* _LISTED ENTRIES_
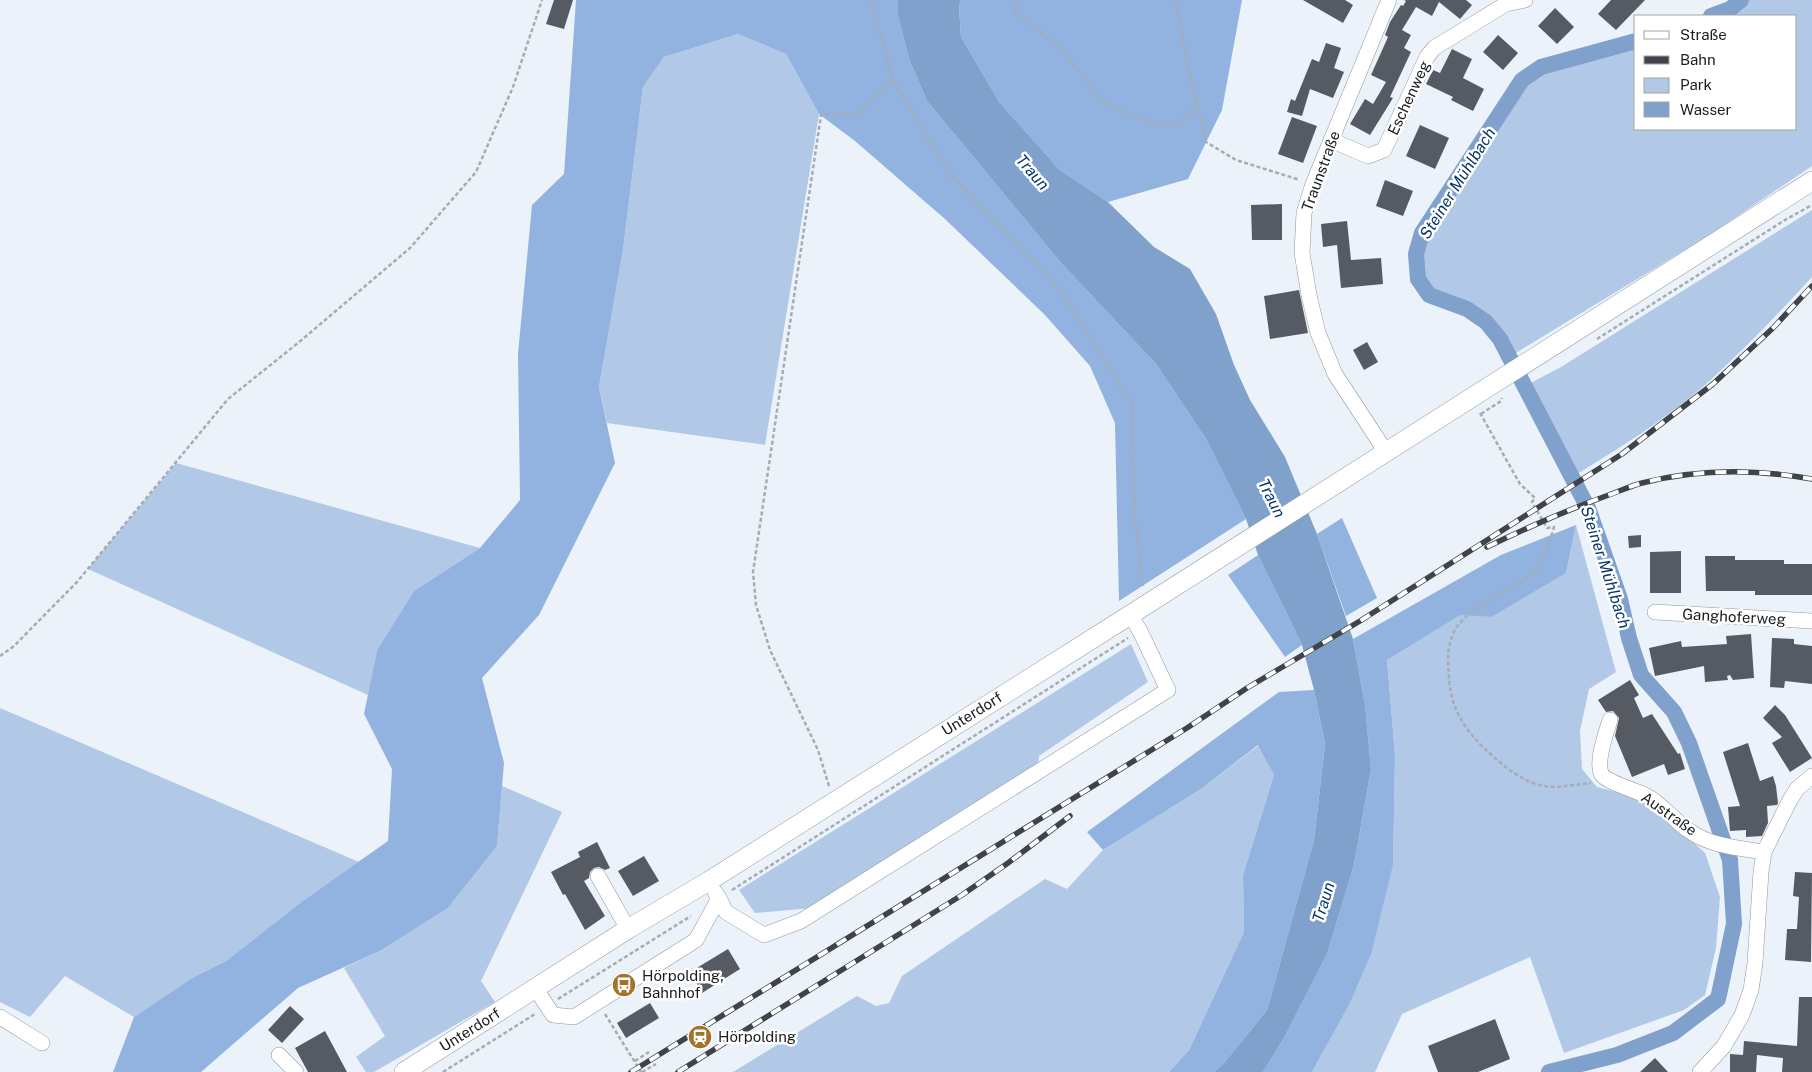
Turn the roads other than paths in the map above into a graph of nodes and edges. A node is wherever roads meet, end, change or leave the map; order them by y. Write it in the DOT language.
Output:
graph roads {
  1 [pos="1389,0"];
  2 [pos="1525,0"];
  3 [pos="1508,2"];
  4 [pos="1330,140"];
  5 [pos="1812,181"];
  6 [pos="1386,452"];
  7 [pos="1137,610"];
  8 [pos="1655,612"];
  9 [pos="1812,621"];
  10 [pos="1610,720"];
  11 [pos="1812,776"];
  12 [pos="1764,852"];
  13 [pos="598,876"];
  14 [pos="709,881"];
  15 [pos="719,898"];
  16 [pos="628,930"];
  17 [pos="536,989"];
  18 [pos="0,1016"];
  19 [pos="42,1043"];
  20 [pos="279,1055"];
  21 [pos="296,1072"];
  22 [pos="404,1072"];
  23 [pos="1700,1072"];
  1 -- 4 [label="street, Traunstraße"];
  2 -- 3 [label="street, Eschenweg"];
  3 -- 4 [label="street, Eschenweg"];
  4 -- 6 [label="street, Traunstraße"];
  5 -- 6 [label="main road, Unterdorf"];
  6 -- 7 [label="main road, Unterdorf"];
  7 -- 14 [label="main road, Unterdorf"];
  7 -- 15 [label="street"];
  8 -- 9 [label="street, Ganghoferweg"];
  10 -- 12 [label="street, Austraße"];
  11 -- 12 [label="street"];
  12 -- 23 [label="street"];
  13 -- 16 [label="street"];
  14 -- 15 [label="street"];
  14 -- 16 [label="main road, Unterdorf"];
  15 -- 17 [label="street"];
  16 -- 17 [label="main road, Unterdorf"];
  17 -- 22 [label="main road, Unterdorf"];
  18 -- 19 [label="street"];
  20 -- 21 [label="street"];
}
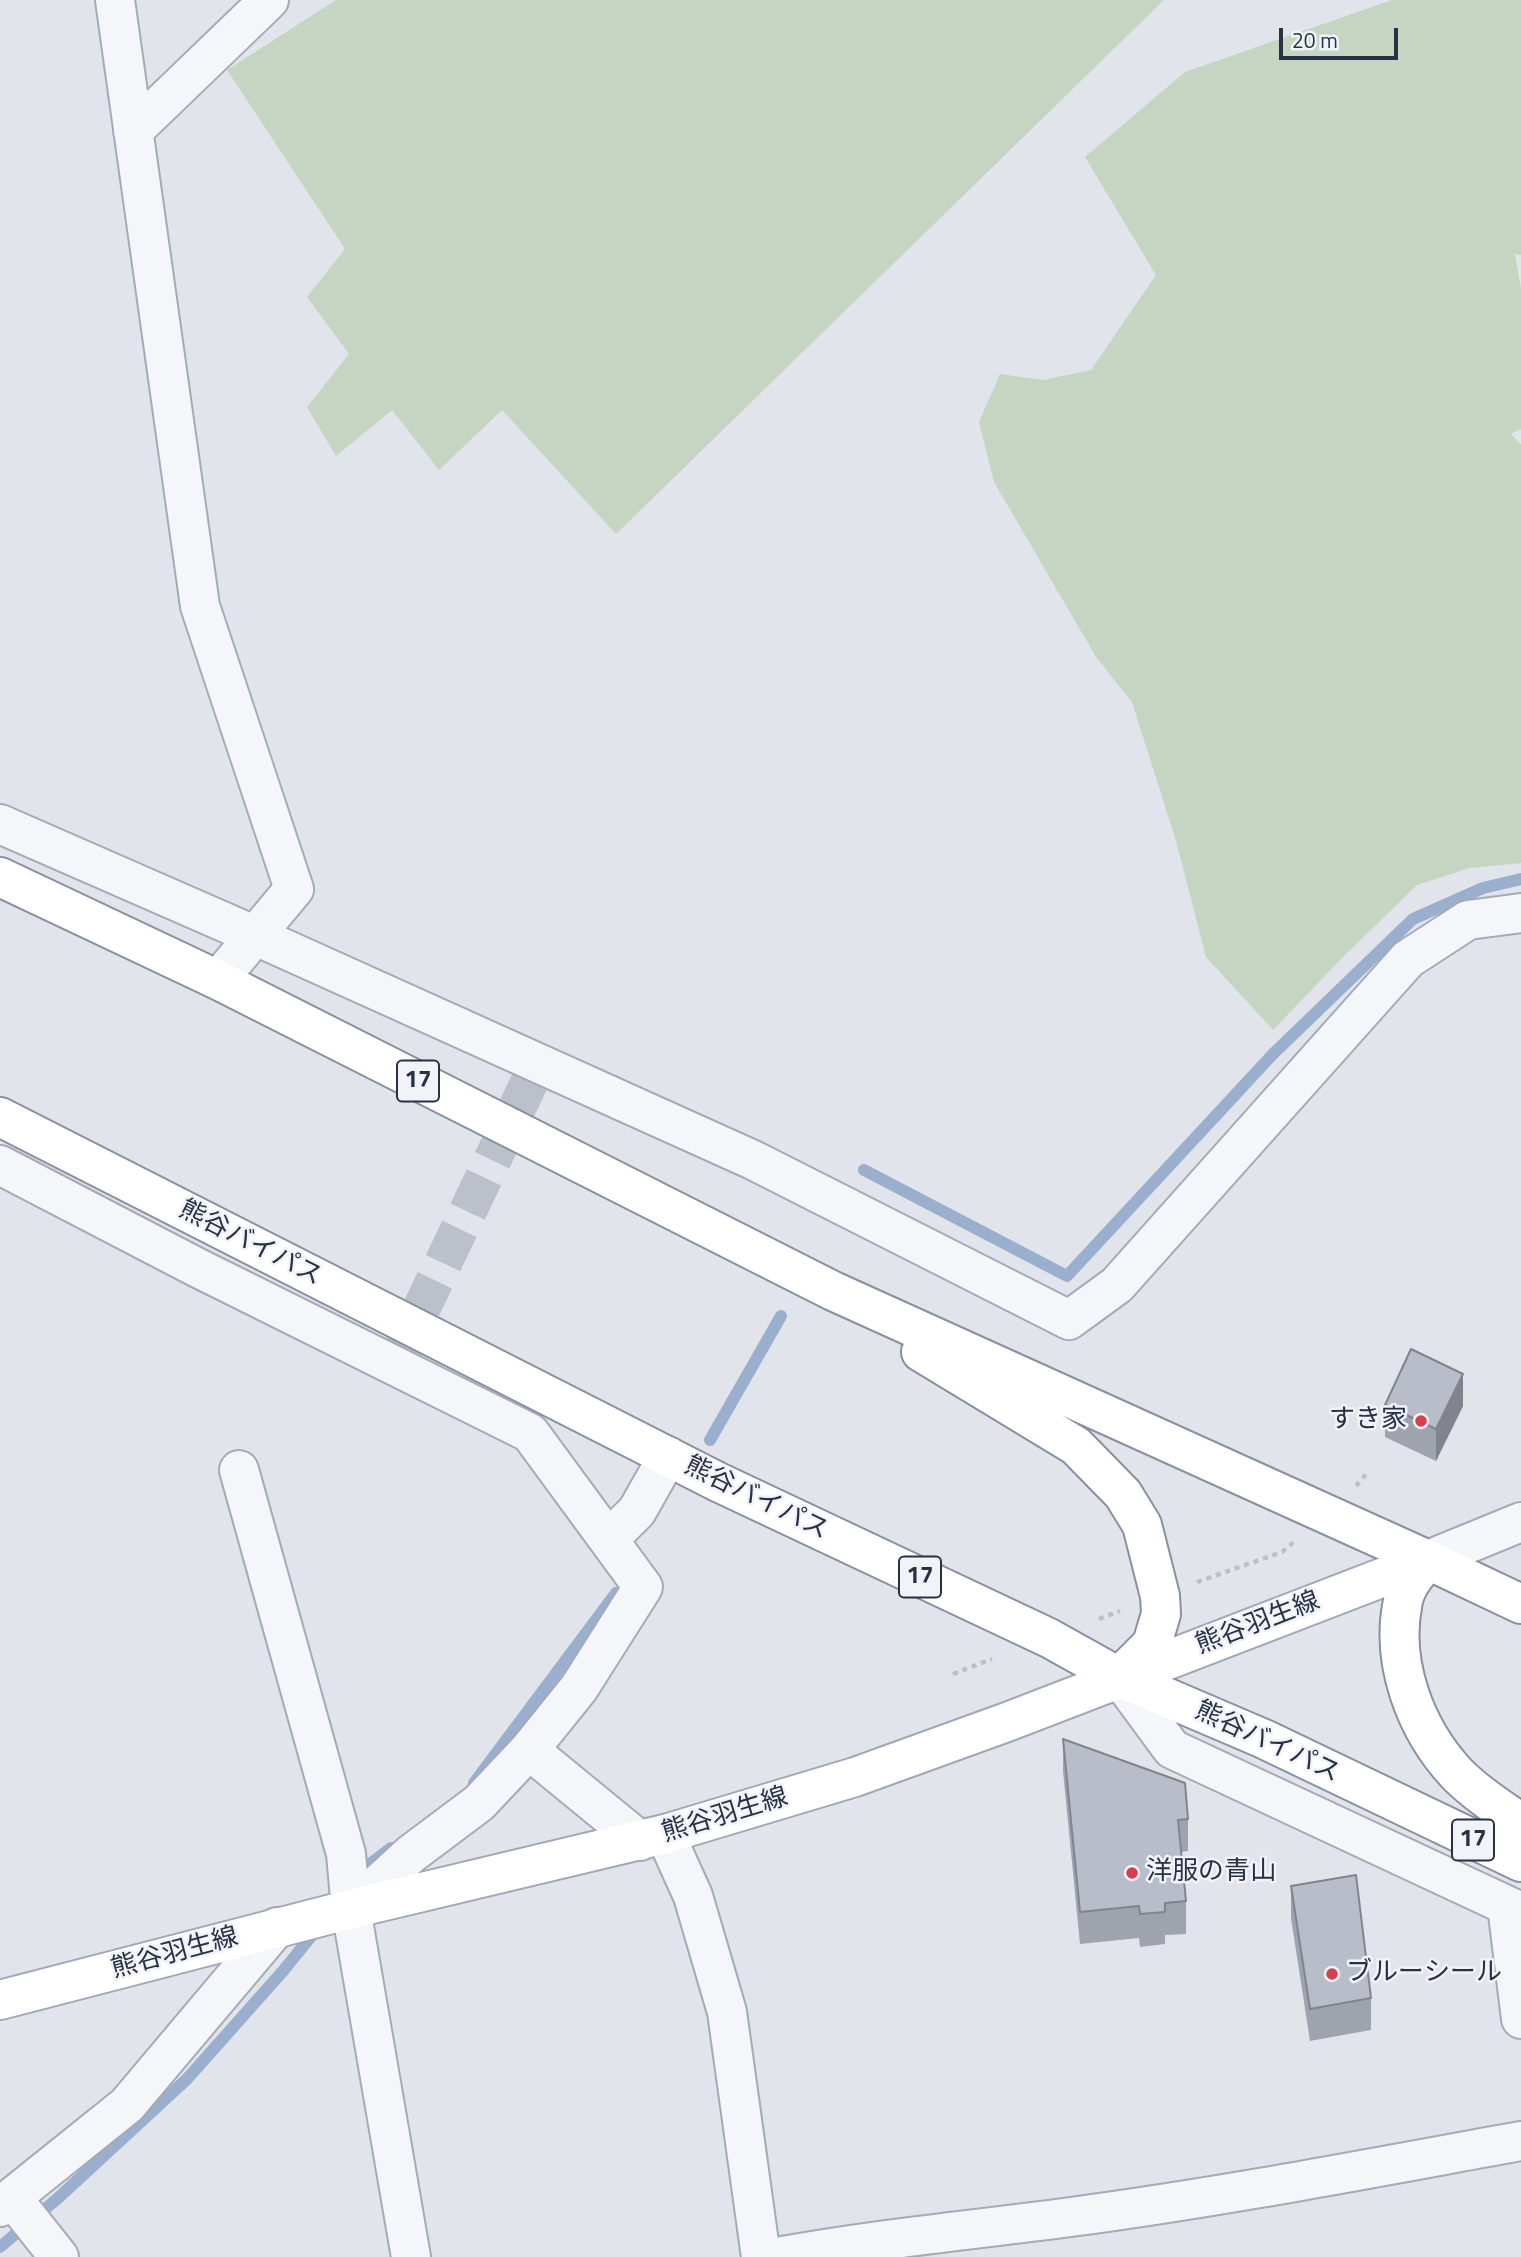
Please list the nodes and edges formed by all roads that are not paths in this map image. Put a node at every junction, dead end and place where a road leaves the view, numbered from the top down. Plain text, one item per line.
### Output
1 (115, 0) edge
2 (269, 0) edge
3 (134, 131) junction
4 (0, 824) edge
5 (0, 877) edge
6 (1521, 913) edge
7 (256, 936) junction
8 (218, 981) junction
9 (0, 1117) edge
10 (0, 1165) edge
11 (833, 1291) junction
12 (668, 1456) junction
13 (239, 1470) dead end
14 (1521, 1522) edge
15 (609, 1539) junction
16 (1428, 1560) junction
17 (1521, 1604) edge
18 (1119, 1677) junction
19 (529, 1750) junction
20 (1521, 1823) edge
21 (653, 1837) junction
22 (1521, 1862) edge
23 (351, 1909) junction
24 (1514, 1909) edge
25 (277, 1927) junction
26 (0, 2000) edge
27 (1521, 2019) edge
28 (1521, 2141) edge
29 (11, 2204) edge
30 (53, 2250) edge
31 (411, 2257) edge
32 (761, 2257) edge
33 (777, 2257) edge

1 - 3 street
2 - 3 street
3 - 7 street
4 - 7 street
5 - 8 main road, 17
6 - 7 street
7 - 8 street
8 - 11 main road, 17
9 - 12 main road, 熊谷バイパス / 17
10 - 15 street
11 - 16 main road, 17
11 - 18 main road
12 - 15 street
12 - 18 main road, 熊谷バイパス / 17
13 - 23 street
14 - 16 street
15 - 19 street
16 - 17 main road, 17
16 - 18 main road, 熊谷羽生線
16 - 20 main road
18 - 21 main road, 熊谷羽生線
18 - 22 main road, 熊谷バイパス / 17
18 - 24 street
19 - 21 street
19 - 23 street
21 - 23 main road, 熊谷羽生線
21 - 32 street
23 - 25 main road, 熊谷羽生線
23 - 31 street
24 - 27 street
25 - 26 main road, 熊谷羽生線
25 - 29 street
28 - 33 street
29 - 30 street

* _ABOUT THIS EXERCISE_
The expected output is one number: how many lines of the data above hold the string "熊谷バイパス".

* _EXPECTED ANSWER_
3